Si les constructeurs et leurs fournisseurs connaissent de grandes difficultés liées à la crise du Covid-19, certains affichent leur optimisme pour la suite. Et notamment Renault, qui écarte l'idée d'une renationalisation.

Coronavirus: l'industrie auto entrevoit le rebond

Usines à l’arrêt, concessions fermées et commandes en berne : c’est peu dire que l’automobile traverse une passe difficile en raison de l’urgence sanitaire qui frappe actuellement la planète. Un peu partout dans le monde, des constructeurs appellent les états à l’aide pour traverser les temps difficiles qui s’annoncent.

« C'est la pire crise qui ait jamais touché l'industrie automobile », déclare Eric-Mark Huitema, Directeur général de l'Association des Constructeurs européens d’Automobile (ACEA). « Alors que tous les secteurs de la fabrication sont au point mort et que les réseaux de distribution sont fermés, les emplois de quelques 14 millions d’Européens sont désormais en jeu. Nous appelons à des actions fortes et coordonnées aux niveaux national et européen pour fournir un soutien immédiat en matière de liquidités aux constructeurs automobiles, à leurs fournisseurs et concessionnaires. »

 "Il ne faut pas s’y tromper, le jour où la conjoncture redevient plus favorable, dans l’industrie automobile, cela peut être extrêmement rapide et fort."

Jean-Dominique Sénard, président de Renault

De l’autre côté de l’Atlantique, même un Donald Trump annonce son intention de soutenir l’industrie auto. En France, la Plate-Forme Automobile, entité représentant les grands acteurs économiques du secteur, prévoit que la crise « privera l’industrie automobile de 5 à 6 milliards d’euros ».Le ministre de l’économie Bruno Le Maire se veut toutefois rassurant sur le soutien qu’apporteront les pouvoirs publics aux constructeurs qui souffrent énormément de l’absence d’entrées d’argent vitales pour eux.
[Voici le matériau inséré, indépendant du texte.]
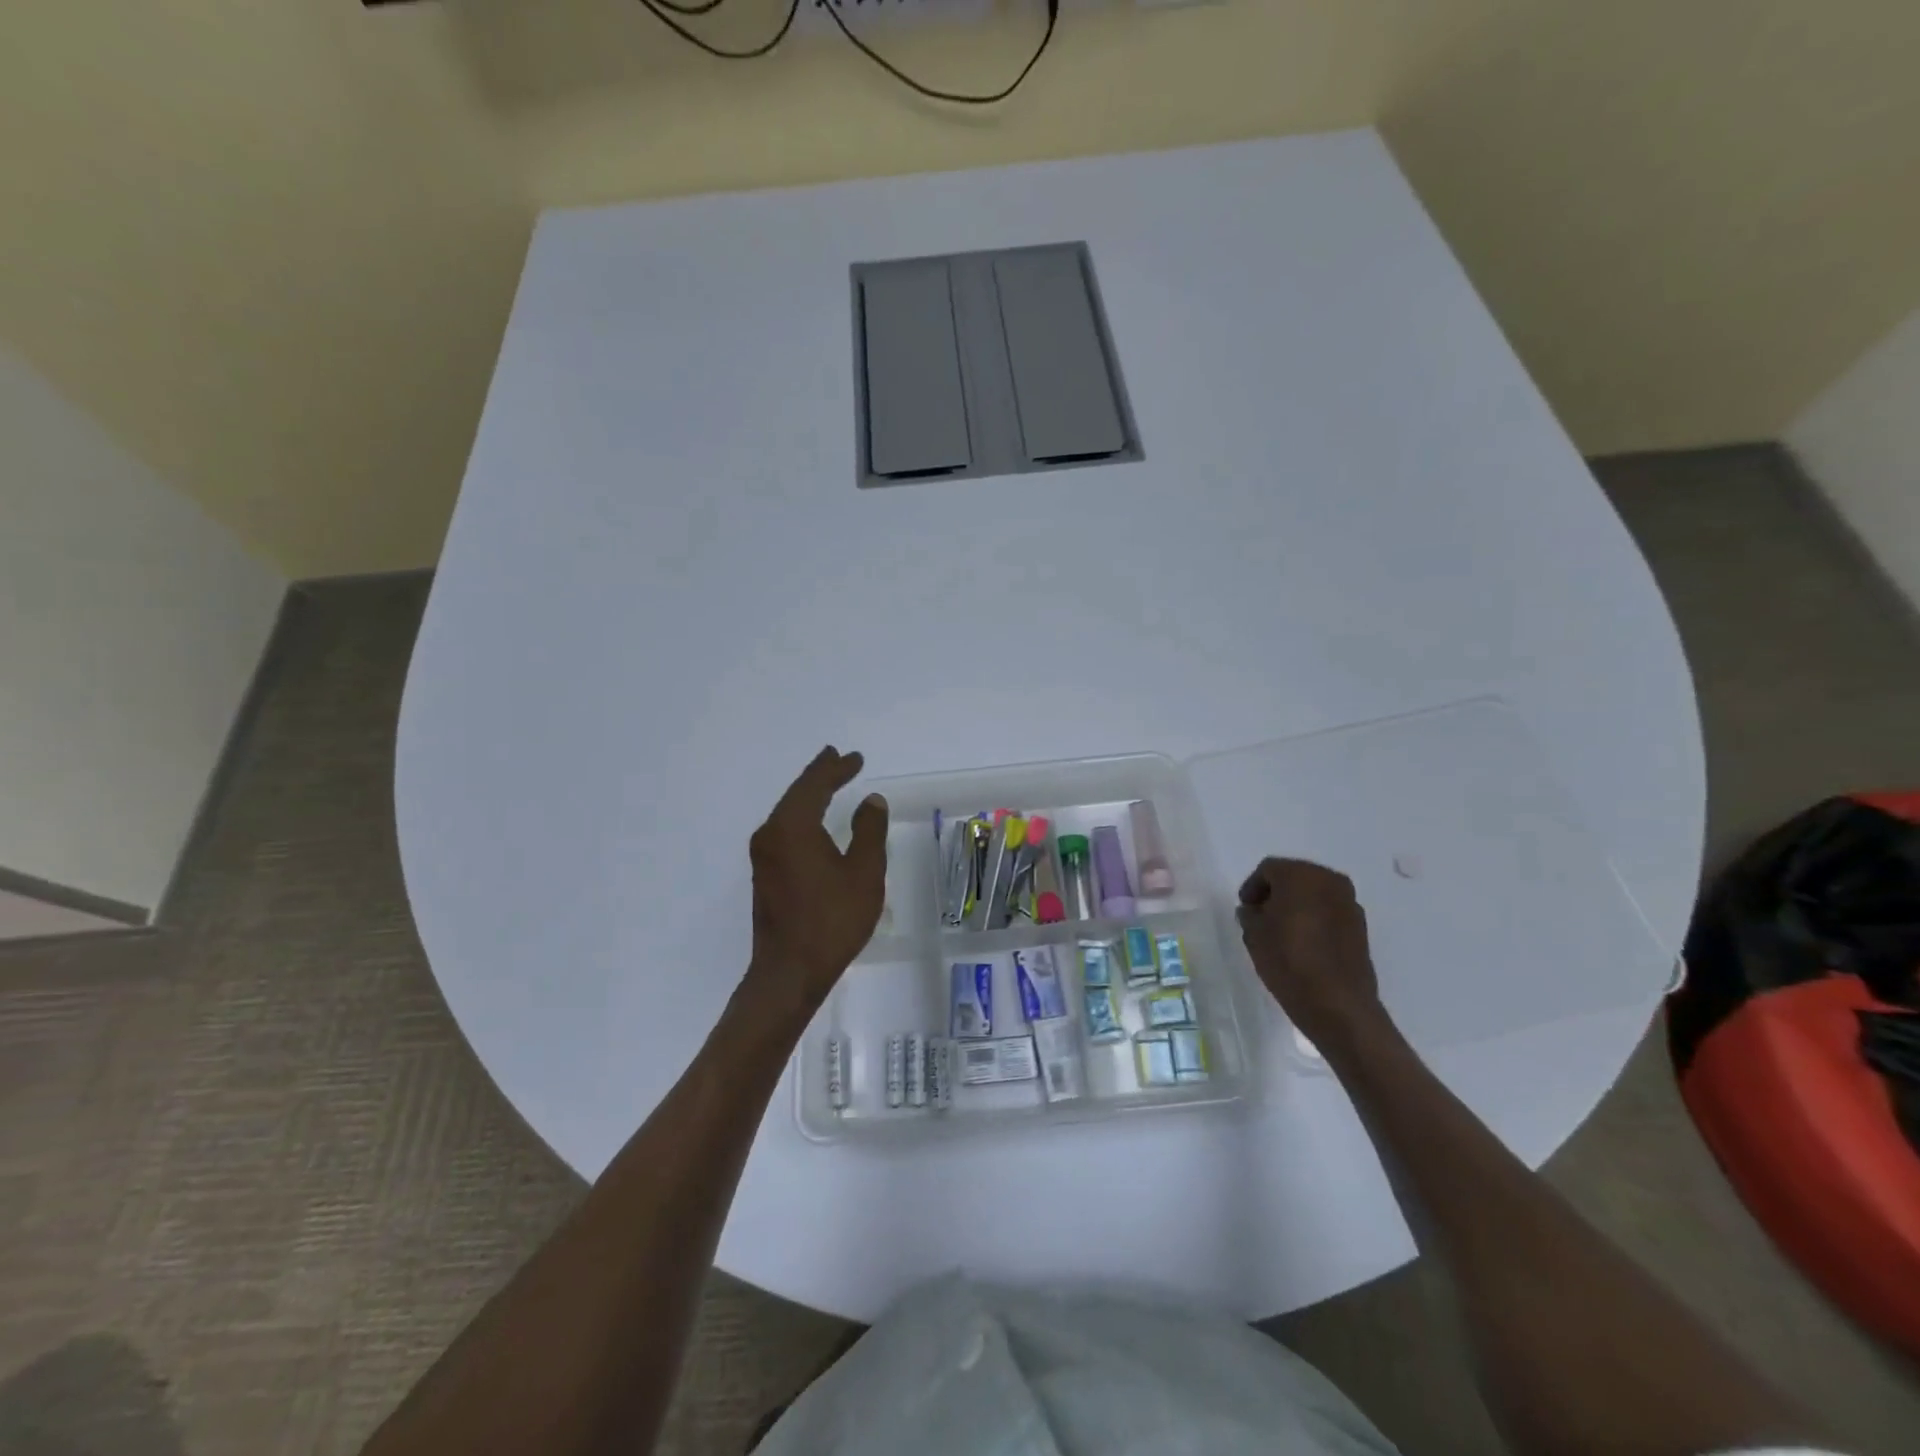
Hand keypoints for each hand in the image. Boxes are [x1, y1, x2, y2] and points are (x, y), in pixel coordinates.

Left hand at [744, 747, 888, 1018]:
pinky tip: (814, 821)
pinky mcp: (764, 874)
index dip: (835, 769)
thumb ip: (869, 831)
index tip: (854, 757)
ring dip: (809, 796)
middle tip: (838, 759)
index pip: (814, 785)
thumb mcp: (864, 873)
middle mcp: (771, 834)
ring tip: (829, 782)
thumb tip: (871, 800)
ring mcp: (763, 855)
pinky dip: (802, 817)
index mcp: (792, 827)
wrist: (789, 972)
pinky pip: (784, 831)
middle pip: (796, 795)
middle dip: (819, 776)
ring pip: (788, 813)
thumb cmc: (832, 920)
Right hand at [1236, 858, 1385, 1048]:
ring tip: (1282, 931)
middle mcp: (1329, 880)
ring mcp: (1349, 903)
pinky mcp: (1361, 926)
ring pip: (1314, 893)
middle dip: (1276, 893)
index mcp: (1300, 875)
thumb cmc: (1288, 960)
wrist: (1337, 1004)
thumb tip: (1254, 910)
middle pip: (1294, 876)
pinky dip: (1315, 918)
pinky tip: (1304, 942)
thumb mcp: (1254, 934)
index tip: (1244, 910)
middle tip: (1261, 917)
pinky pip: (1330, 911)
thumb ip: (1249, 914)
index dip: (1252, 887)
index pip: (1268, 869)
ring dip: (1297, 905)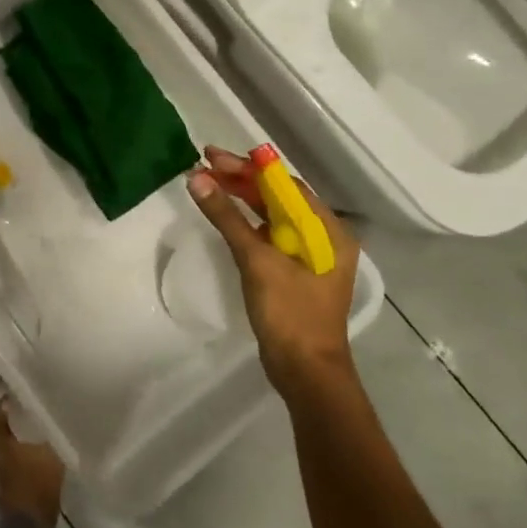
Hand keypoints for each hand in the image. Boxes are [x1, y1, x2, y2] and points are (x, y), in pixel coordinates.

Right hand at [186, 145, 359, 399]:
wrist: (305, 372)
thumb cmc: (289, 313)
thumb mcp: (257, 261)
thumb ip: (227, 218)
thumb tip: (198, 179)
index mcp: (328, 230)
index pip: (285, 185)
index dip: (249, 167)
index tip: (212, 155)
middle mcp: (323, 237)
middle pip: (279, 198)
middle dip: (242, 180)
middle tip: (204, 164)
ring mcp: (309, 257)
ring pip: (272, 216)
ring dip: (241, 199)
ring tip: (207, 183)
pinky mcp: (293, 273)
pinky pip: (268, 236)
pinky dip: (245, 222)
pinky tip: (224, 216)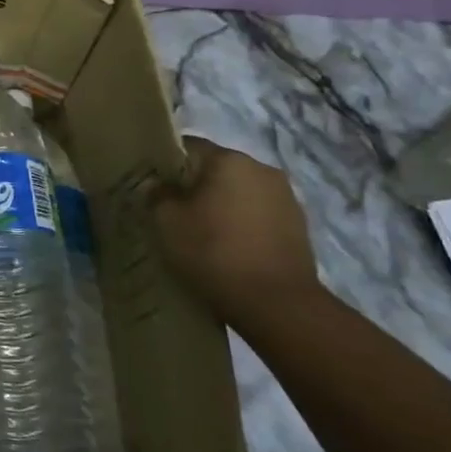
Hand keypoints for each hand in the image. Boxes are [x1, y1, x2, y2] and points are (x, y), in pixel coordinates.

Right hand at [150, 137, 320, 320]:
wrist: (277, 304)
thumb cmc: (214, 252)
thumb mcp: (167, 222)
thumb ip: (157, 194)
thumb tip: (157, 185)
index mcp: (229, 160)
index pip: (188, 147)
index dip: (165, 164)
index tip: (151, 185)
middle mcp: (261, 169)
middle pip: (216, 169)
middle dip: (194, 186)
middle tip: (173, 212)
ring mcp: (285, 197)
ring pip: (239, 192)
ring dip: (221, 205)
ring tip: (202, 233)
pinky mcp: (298, 226)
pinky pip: (258, 214)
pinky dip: (241, 224)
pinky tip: (228, 248)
Des regards inquiets se tournent notamment vers Renault, déjà fragilisé avant le début de la crise, et qui traverse actuellement « l’une des épreuves les plus difficiles de son histoire », pour reprendre les termes utilisés par son président Jean-Dominique Sénard.

De fait, le spectre d’une renationalisation - au moins temporaire - du Losange refait surface. Laquelle est balayée par M.Sénard : « ce n’est pas à l’ordre du jour. Souvenez-vous de 2008-2009, nous n’avions pas eu à en arriver là. Pourtant, la situation était également très difficile », déclare-t-il dans une interview au Parisien / Aujourd’hui en France. « J’étais à l’époque un gérant de Michelin, et je me souviens des réunions à l’Elysée avec les autres dirigeants du secteur automobile, nous étions cinq ou six et nous n’en menions pas large. Il n’y a pas eu de renationalisation. Et vous avez vu comment cela s’est retourné ? Parce qu’il ne faut pas s’y tromper, le jour où la conjoncture redevient plus favorable, dans l’industrie automobile, cela peut être extrêmement rapide et fort. »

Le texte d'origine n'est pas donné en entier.